WHAT THIS TASK INVOLVES:
Among the entries that follow, find every line with the word "paths" and list it.
[[ TASK INPUTS open ]]
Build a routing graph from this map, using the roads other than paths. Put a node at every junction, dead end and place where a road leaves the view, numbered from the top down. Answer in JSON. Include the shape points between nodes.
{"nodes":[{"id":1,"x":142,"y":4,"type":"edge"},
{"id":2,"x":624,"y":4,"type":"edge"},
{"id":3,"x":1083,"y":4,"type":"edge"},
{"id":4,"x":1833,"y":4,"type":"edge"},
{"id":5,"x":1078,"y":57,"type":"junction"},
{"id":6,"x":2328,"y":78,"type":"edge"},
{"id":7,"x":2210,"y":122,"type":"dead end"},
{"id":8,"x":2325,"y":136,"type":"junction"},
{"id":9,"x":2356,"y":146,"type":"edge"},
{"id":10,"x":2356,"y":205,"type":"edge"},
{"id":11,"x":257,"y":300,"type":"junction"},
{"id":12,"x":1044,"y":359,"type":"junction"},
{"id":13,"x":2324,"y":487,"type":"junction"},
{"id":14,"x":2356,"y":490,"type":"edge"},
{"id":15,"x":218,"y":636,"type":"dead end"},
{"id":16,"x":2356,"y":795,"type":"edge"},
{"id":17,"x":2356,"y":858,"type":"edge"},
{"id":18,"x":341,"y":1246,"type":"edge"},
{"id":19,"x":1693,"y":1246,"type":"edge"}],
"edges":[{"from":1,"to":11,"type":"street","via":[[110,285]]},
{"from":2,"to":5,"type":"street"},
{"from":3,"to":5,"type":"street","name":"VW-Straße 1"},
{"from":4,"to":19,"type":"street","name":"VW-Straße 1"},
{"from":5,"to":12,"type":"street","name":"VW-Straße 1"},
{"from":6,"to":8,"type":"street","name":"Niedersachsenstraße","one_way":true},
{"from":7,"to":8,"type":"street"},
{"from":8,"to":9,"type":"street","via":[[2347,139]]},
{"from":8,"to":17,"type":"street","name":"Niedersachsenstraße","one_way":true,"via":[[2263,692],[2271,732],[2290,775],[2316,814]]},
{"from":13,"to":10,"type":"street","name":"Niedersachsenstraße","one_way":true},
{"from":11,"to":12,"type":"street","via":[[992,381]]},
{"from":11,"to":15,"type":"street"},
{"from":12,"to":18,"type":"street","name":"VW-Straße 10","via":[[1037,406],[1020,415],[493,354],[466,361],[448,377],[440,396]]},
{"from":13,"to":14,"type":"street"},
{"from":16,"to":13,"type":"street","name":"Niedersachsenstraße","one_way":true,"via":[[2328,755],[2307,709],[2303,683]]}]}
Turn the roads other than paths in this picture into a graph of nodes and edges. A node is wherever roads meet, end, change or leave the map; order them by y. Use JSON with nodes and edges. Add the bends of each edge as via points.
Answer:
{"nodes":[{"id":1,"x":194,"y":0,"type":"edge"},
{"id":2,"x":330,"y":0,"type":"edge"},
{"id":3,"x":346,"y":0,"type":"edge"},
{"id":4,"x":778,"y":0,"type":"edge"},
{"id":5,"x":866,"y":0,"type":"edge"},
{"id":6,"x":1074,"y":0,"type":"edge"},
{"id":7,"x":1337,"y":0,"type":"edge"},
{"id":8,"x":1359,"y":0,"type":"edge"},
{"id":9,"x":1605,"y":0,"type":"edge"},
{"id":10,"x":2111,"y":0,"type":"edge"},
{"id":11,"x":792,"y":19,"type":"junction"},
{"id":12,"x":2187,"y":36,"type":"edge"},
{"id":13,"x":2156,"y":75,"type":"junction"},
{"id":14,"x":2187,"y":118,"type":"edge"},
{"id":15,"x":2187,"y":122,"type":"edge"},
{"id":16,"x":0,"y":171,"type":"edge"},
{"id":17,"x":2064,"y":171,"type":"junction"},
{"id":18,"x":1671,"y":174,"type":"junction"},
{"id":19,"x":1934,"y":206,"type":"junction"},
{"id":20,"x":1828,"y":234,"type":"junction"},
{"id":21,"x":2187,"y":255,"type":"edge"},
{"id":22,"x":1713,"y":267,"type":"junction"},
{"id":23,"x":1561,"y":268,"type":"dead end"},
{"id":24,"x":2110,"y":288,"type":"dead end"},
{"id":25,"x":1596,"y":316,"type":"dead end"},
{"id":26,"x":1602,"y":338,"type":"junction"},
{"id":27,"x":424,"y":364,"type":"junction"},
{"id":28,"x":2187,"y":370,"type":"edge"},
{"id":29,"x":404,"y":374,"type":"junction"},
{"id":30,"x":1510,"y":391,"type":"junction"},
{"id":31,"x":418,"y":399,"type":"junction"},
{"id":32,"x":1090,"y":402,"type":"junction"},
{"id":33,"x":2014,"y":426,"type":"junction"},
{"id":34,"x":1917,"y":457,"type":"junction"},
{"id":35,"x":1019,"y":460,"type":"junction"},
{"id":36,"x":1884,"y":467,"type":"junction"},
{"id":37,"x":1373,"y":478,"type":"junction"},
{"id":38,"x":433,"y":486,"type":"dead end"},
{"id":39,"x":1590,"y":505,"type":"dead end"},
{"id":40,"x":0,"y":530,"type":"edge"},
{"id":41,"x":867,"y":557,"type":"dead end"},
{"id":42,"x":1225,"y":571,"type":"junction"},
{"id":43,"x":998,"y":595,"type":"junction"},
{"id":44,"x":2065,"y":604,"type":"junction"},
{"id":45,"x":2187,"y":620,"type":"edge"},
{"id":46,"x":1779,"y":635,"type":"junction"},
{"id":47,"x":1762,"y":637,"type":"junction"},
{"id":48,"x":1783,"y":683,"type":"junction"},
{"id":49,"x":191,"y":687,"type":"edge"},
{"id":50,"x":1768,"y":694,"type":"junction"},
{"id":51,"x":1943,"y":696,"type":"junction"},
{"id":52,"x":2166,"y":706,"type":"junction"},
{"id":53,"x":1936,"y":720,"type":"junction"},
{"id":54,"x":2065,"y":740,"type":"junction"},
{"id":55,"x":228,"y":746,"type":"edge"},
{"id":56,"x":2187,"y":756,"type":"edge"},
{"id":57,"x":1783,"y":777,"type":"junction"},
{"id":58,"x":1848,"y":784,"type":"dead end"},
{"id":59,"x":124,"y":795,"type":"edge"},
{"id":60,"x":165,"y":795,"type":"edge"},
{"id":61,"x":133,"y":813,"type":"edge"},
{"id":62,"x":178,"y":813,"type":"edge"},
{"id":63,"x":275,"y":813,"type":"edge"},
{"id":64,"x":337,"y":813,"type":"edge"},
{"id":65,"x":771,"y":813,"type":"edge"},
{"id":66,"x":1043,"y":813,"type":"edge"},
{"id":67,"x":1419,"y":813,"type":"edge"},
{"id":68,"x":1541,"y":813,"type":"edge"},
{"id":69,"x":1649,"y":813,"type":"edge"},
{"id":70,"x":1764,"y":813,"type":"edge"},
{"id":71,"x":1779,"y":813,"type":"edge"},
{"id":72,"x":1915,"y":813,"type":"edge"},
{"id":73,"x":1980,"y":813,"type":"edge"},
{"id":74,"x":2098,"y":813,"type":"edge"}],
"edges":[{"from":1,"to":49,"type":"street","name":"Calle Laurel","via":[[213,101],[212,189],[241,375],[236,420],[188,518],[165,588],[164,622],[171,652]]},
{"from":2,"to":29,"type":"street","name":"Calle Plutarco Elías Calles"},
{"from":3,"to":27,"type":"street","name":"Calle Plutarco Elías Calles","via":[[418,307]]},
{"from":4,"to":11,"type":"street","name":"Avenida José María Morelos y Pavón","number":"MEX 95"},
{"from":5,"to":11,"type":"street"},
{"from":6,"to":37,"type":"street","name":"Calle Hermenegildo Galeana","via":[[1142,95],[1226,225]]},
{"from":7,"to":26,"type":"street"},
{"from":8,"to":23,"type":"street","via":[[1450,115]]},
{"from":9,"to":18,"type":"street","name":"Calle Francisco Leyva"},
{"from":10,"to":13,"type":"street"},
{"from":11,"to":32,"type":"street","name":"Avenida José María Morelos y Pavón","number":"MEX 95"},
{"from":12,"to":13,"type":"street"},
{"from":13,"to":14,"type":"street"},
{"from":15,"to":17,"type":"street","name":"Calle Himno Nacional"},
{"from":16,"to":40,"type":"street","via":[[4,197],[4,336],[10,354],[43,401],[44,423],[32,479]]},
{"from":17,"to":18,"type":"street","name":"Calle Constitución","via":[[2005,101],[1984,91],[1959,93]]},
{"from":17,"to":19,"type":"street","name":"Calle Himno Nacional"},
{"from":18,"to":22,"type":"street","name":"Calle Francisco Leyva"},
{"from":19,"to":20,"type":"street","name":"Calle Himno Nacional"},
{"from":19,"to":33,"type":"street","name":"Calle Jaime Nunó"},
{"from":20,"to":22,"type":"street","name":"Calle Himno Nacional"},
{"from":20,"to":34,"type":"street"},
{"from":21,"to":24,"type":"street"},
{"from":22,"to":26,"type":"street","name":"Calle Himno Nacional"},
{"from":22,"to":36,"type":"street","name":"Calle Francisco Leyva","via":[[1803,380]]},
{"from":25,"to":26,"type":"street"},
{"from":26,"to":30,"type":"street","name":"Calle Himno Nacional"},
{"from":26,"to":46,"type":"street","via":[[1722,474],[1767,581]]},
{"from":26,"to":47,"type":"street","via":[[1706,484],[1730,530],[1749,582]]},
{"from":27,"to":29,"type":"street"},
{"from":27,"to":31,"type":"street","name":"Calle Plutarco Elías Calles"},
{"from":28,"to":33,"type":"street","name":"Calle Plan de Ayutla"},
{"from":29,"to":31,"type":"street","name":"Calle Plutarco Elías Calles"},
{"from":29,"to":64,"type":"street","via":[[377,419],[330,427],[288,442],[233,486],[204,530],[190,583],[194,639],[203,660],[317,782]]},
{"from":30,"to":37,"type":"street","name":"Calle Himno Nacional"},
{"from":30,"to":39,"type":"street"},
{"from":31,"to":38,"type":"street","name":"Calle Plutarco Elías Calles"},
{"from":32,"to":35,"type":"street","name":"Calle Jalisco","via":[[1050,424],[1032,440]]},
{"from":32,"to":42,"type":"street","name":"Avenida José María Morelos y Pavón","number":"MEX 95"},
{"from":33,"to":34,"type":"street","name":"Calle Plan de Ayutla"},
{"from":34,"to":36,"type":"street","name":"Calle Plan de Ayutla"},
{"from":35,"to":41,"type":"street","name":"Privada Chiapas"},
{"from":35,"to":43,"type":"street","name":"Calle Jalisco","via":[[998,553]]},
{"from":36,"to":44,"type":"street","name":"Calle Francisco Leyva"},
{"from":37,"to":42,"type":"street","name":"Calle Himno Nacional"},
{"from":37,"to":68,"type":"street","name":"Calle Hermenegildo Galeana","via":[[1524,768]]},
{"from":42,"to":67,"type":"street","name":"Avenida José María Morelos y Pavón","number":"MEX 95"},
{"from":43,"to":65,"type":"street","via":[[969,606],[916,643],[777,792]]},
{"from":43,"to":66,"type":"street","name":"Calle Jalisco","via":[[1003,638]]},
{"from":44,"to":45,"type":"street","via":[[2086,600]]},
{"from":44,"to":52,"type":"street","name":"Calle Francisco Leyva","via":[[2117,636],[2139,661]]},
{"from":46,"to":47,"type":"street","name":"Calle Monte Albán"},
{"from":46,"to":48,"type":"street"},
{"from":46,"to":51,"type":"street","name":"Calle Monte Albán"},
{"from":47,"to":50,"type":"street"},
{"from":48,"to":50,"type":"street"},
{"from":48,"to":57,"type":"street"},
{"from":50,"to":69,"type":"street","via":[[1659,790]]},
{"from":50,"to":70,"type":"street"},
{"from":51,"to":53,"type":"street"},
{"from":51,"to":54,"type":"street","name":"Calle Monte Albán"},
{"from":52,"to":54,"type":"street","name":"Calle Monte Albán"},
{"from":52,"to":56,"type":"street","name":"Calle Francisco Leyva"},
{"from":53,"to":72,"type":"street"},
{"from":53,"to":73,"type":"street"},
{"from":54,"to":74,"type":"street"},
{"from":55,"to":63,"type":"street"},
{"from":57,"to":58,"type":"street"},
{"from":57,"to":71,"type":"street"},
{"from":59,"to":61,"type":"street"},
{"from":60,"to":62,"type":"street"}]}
[[ TASK INPUTS closed ]]
WRITTEN RESPONSE:
Build a routing graph from this map, using the roads other than paths. Put a node at every junction, dead end and place where a road leaves the view, numbered from the top down. Answer in JSON. Include the shape points between nodes.
Turn the roads other than paths in this picture into a graph of nodes and edges. A node is wherever roads meet, end, change or leave the map; order them by y. Use JSON with nodes and edges. Add the bends of each edge as via points.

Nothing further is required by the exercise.